- REQUIREMENT:
Copy out each line of the material in which the word "موسوی" can be found.

========================================================================

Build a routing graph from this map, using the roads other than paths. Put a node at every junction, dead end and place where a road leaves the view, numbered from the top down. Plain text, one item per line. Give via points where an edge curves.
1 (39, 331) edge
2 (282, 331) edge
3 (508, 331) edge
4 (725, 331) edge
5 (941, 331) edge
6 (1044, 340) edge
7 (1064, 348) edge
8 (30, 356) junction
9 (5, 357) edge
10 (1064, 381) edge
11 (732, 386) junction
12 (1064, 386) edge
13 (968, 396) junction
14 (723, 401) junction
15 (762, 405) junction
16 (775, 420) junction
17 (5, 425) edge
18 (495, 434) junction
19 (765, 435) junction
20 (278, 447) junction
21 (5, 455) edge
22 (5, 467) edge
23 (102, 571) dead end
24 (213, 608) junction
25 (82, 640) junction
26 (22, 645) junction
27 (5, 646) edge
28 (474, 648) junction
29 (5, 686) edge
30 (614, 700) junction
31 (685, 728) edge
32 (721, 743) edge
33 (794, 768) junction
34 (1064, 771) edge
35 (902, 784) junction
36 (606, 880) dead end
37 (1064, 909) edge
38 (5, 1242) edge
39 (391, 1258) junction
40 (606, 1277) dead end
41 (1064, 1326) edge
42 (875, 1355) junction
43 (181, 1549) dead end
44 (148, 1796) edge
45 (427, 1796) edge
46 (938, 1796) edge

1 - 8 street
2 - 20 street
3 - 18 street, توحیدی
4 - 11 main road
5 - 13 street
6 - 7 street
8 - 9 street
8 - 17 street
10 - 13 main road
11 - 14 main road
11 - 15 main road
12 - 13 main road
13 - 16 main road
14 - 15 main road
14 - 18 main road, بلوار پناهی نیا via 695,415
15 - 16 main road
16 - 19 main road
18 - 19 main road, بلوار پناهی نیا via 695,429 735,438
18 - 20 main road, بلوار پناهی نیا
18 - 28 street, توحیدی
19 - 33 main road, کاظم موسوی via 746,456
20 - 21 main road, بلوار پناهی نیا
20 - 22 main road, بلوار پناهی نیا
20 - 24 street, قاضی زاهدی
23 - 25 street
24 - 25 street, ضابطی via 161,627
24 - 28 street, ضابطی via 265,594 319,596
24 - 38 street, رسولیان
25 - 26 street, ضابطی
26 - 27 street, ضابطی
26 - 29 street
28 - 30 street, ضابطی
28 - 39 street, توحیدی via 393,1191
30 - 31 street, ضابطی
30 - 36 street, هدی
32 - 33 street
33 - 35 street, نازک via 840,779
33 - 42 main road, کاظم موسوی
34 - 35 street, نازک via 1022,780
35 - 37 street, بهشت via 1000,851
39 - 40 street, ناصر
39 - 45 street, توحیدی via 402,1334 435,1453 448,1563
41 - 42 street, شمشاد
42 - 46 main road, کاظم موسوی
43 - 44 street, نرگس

========================================================================

- WORKED SOLUTION:
19 - 33 main road, کاظم موسوی via 746,456
33 - 42 main road, کاظم موسوی
42 - 46 main road, کاظم موسوی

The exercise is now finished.